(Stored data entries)

──────

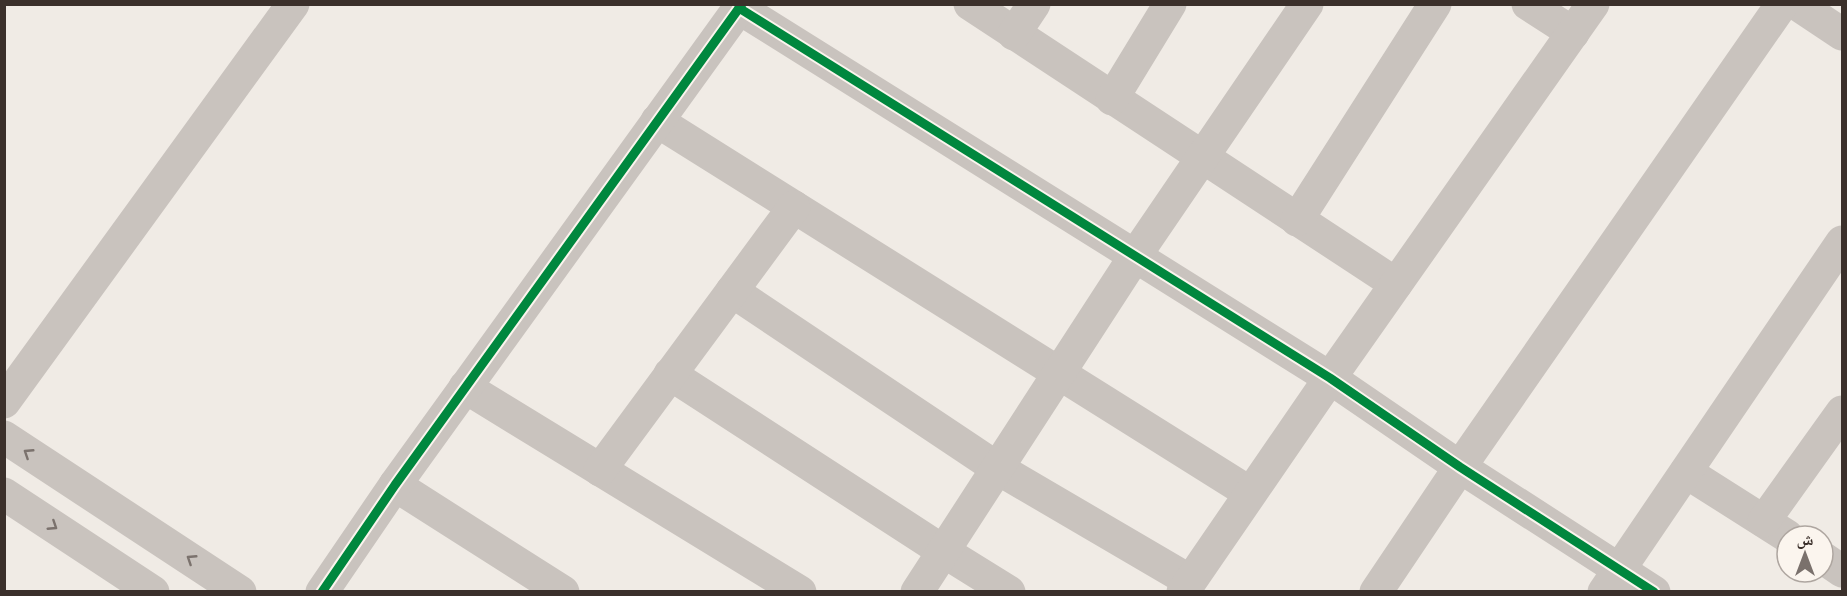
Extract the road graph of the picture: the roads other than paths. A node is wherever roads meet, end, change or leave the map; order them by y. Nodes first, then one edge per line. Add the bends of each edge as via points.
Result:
1 (293, 4) edge
2 (970, 4) edge
3 (1034, 4) edge
4 (1170, 4) edge
5 (1307, 4) edge
6 (1435, 4) edge
7 (1528, 4) edge
8 (1593, 4) edge
9 (1782, 4) edge
10 (1797, 4) edge
11 (740, 6) edge
12 (1573, 33) junction
13 (1014, 34) junction
14 (1842, 34) edge
15 (1112, 99) junction
16 (657, 121) junction
17 (1202, 158) junction
18 (794, 207) junction
19 (1297, 220) junction
20 (1842, 242) edge
21 (1135, 256) junction
22 (1396, 284) junction
23 (732, 291) junction
24 (1059, 373) junction
25 (670, 374) junction
26 (1330, 378) junction
27 (465, 387) junction
28 (4, 402) edge
29 (1842, 411) edge
30 (4, 437) edge
31 (1460, 467) junction
32 (997, 468) junction
33 (600, 470) junction
34 (1686, 472) junction
35 (395, 485) junction
36 (1250, 493) junction
37 (4, 494) edge
38 (1779, 524) edge
39 (1775, 528) edge
40 (943, 551) junction
41 (1612, 580) edge
42 (1186, 586) edge
43 (153, 591) edge
44 (240, 591) edge
45 (322, 591) edge
46 (563, 591) edge
47 (800, 591) edge
48 (917, 591) edge
49 (1009, 591) edge
50 (1376, 591) edge
51 (1654, 591) edge

1 - 28 street
2 - 13 street
3 - 13 street
4 - 15 street
5 - 17 street
6 - 19 street
7 - 12 street
8 - 12 street
9 - 31 street
10 - 14 street
11 - 16 street
11 - 21 street
12 - 22 street
13 - 15 street
15 - 17 street
16 - 18 street
16 - 27 street
17 - 19 street
17 - 21 street
18 - 23 street
18 - 24 street
19 - 22 street
20 - 34 street
21 - 24 street
21 - 26 street
22 - 26 street
23 - 25 street
23 - 32 street
24 - 32 street
24 - 36 street
25 - 33 street
25 - 40 street
26 - 31 street
26 - 36 street
27 - 33 street
27 - 35 street
29 - 38 street
44 -> 30 street
31 - 41 street
31 - 50 street
32 - 40 street
32 - 42 street
33 - 47 street
34 - 39 street
34 - 41 street
35 - 45 street
35 - 46 street
36 - 42 street
37 -> 43 street
40 - 48 street
40 - 49 street
41 - 51 street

──────

About this exercise:
Could you restate each record word for word, keeping the pictures out?

Result for this task:
Extract the road graph of the picture: the roads other than paths. A node is wherever roads meet, end, change or leave the map; order them by y. Nodes first, then one edge per line. Add the bends of each edge as via points.
Result:
1 (293, 4) edge
2 (970, 4) edge
3 (1034, 4) edge
4 (1170, 4) edge
5 (1307, 4) edge
6 (1435, 4) edge
7 (1528, 4) edge
8 (1593, 4) edge
9 (1782, 4) edge
10 (1797, 4) edge
11 (740, 6) edge
12 (1573, 33) junction
13 (1014, 34) junction
14 (1842, 34) edge
15 (1112, 99) junction
16 (657, 121) junction
17 (1202, 158) junction
18 (794, 207) junction
19 (1297, 220) junction
20 (1842, 242) edge
21 (1135, 256) junction
22 (1396, 284) junction
23 (732, 291) junction
24 (1059, 373) junction
25 (670, 374) junction
26 (1330, 378) junction
27 (465, 387) junction
28 (4, 402) edge
29 (1842, 411) edge
30 (4, 437) edge
31 (1460, 467) junction
32 (997, 468) junction
33 (600, 470) junction
34 (1686, 472) junction
35 (395, 485) junction
36 (1250, 493) junction
37 (4, 494) edge
38 (1779, 524) edge
39 (1775, 528) edge
40 (943, 551) junction
41 (1612, 580) edge
42 (1186, 586) edge
43 (153, 591) edge
44 (240, 591) edge
45 (322, 591) edge
46 (563, 591) edge
47 (800, 591) edge
48 (917, 591) edge
49 (1009, 591) edge
50 (1376, 591) edge
51 (1654, 591) edge

1 - 28 street
2 - 13 street
3 - 13 street
4 - 15 street
5 - 17 street
6 - 19 street
7 - 12 street
8 - 12 street
9 - 31 street
10 - 14 street
11 - 16 street
11 - 21 street
12 - 22 street
13 - 15 street
15 - 17 street
16 - 18 street
16 - 27 street
17 - 19 street
17 - 21 street
18 - 23 street
18 - 24 street
19 - 22 street
20 - 34 street
21 - 24 street
21 - 26 street
22 - 26 street
23 - 25 street
23 - 32 street
24 - 32 street
24 - 36 street
25 - 33 street
25 - 40 street
26 - 31 street
26 - 36 street
27 - 33 street
27 - 35 street
29 - 38 street
44 -> 30 street
31 - 41 street
31 - 50 street
32 - 40 street
32 - 42 street
33 - 47 street
34 - 39 street
34 - 41 street
35 - 45 street
35 - 46 street
36 - 42 street
37 -> 43 street
40 - 48 street
40 - 49 street
41 - 51 street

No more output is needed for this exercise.